In the distnli folder, we provide implementation of several methods (e.g. Monte Carlo Dropout, Deep Ensemble, Re-Calibration, etc.) used in the Distributed NLI paper that can improve the distribution estimation performance upon the vanilla BERT-style baseline. Please see the README under that folder for detailed instructions.
Build your prediction file according to the sample file in data/prediction_samples
.
Tip: You will need to popularize both the "predicted_probabilities
" and "predicted_label
" fields.
Then, you can evaluate your method with the following script:
# For MNLI:
python src/scripts/evaluate.py \
--task_name uncertainty_nli \
--data_file [path_of_chaos_nli_repo]/chaos_nli/data/chaosNLI_v1.0/chaosNLI_mnli_m.jsonl \
--prediction_file [path_of_chaos_nli_repo]/chaos_nli/data/prediction_samples/mnli_random_baseline.json
# For SNLI:
python src/scripts/evaluate.py \
--task_name uncertainty_nli \
--data_file [path_of_chaos_nli_repo]/chaos_nli/data/chaosNLI_v1.0/chaosNLI_snli.jsonl \
--prediction_file [path_of_chaos_nli_repo]/chaos_nli/data/prediction_samples/snli_random_baseline.json
# For alphaNLI:
python src/scripts/evaluate.py \
--task_name uncertainty_abdnli
--data_file [path_of_chaos_nli_repo]/chaos_nli/data/chaosNLI_v1.0/chaosNLI_alphanli.jsonl
--prediction_file [path_of_chaos_nli_repo]/chaos_nli/data/prediction_samples/abdnli_random_baseline.json
What Can We Learn from Collective Human Opinions on Natural Language Inference Data?
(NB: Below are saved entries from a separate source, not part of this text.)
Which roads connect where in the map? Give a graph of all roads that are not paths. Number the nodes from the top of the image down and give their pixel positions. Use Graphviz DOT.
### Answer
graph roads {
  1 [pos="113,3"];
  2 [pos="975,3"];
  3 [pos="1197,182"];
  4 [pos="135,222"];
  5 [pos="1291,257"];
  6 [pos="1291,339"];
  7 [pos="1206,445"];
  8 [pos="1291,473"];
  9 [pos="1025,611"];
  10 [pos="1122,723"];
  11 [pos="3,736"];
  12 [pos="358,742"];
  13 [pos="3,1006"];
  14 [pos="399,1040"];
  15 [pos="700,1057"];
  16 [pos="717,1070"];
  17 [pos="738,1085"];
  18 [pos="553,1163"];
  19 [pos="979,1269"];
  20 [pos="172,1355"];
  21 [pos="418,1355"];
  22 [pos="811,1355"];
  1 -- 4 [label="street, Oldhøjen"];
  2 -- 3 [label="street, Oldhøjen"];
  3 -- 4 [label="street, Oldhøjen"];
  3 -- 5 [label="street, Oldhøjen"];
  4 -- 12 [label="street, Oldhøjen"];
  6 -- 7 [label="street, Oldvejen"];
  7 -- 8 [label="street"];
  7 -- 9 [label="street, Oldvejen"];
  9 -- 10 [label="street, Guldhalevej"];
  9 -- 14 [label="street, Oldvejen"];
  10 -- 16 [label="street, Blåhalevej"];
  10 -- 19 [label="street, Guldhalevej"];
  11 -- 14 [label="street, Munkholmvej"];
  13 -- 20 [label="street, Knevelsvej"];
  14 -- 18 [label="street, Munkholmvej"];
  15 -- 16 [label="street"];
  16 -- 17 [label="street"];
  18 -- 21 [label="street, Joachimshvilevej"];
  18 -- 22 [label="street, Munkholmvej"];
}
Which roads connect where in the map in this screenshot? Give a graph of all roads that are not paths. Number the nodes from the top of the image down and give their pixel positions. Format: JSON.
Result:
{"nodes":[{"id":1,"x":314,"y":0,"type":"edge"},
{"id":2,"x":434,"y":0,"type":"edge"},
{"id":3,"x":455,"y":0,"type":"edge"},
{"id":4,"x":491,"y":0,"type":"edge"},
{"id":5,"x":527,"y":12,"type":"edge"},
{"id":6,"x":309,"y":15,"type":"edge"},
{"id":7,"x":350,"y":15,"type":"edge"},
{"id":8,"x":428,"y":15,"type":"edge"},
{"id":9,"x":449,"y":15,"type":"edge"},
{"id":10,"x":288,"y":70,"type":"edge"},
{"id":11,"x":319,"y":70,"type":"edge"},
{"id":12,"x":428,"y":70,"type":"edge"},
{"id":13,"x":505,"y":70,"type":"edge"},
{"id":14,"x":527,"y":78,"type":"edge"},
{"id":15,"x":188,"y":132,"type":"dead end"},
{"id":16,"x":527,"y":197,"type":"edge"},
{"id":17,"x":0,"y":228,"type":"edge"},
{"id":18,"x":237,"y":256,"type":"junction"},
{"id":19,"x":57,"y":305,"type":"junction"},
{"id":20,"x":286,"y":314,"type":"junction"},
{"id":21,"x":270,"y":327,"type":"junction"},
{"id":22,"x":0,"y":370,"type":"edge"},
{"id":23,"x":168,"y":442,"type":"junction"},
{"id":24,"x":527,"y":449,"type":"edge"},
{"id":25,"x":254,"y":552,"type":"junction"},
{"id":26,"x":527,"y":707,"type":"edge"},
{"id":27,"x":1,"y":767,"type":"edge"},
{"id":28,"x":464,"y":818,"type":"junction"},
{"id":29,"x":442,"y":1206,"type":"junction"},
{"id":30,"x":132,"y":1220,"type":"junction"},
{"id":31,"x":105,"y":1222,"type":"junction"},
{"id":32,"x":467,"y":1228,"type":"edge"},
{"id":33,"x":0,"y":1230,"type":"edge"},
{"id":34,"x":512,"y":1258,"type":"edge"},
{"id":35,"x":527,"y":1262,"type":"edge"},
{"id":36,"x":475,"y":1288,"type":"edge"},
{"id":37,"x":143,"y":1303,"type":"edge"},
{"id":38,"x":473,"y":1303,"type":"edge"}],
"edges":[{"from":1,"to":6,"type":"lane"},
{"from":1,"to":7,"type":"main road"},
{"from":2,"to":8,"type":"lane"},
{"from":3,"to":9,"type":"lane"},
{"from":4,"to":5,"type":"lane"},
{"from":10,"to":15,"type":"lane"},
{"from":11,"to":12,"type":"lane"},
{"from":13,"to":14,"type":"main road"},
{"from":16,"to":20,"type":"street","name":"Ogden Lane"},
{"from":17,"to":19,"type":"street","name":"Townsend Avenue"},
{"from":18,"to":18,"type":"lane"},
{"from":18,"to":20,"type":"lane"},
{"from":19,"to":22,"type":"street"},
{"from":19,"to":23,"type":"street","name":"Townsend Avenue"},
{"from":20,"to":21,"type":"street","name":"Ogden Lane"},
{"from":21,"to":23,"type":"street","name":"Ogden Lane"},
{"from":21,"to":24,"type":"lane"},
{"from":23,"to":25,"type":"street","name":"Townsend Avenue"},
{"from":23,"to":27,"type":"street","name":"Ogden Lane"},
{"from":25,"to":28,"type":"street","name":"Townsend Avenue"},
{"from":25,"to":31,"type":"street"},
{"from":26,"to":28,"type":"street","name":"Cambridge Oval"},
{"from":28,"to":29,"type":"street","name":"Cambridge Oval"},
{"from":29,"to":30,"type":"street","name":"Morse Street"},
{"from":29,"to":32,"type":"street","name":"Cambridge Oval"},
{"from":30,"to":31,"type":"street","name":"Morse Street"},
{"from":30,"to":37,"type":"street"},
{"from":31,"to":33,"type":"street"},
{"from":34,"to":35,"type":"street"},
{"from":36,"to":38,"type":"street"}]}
@inproceedings{ynie2020chaosnli,
Author = {Yixin Nie and Xiang Zhou and Mohit Bansal},
Booktitle = {Proceedings of the 2020 Conference on Empirical Methods in Natural Language Processing (EMNLP)},
Publisher = {Association for Computational Linguistics},
Title = {What Can We Learn from Collective Human Opinions on Natural Language Inference Data?},
Year = {2020}
}
Distributed NLI: Learning to Predict Human Opinion Distributions for Language Reasoning
@inproceedings{xzhou2022distnli,
Author = {Xiang Zhou and Yixin Nie and Mohit Bansal},
Booktitle = {Findings of the Association for Computational Linguistics: ACL 2022},
Publisher = {Association for Computational Linguistics},
Title = {Distributed NLI: Learning to Predict Human Opinion Distributions for Language Reasoning},
Year = {2022}
}
Chaos NLI is licensed under Creative Commons-Non Commercial 4.0. See the LICENSE file for details.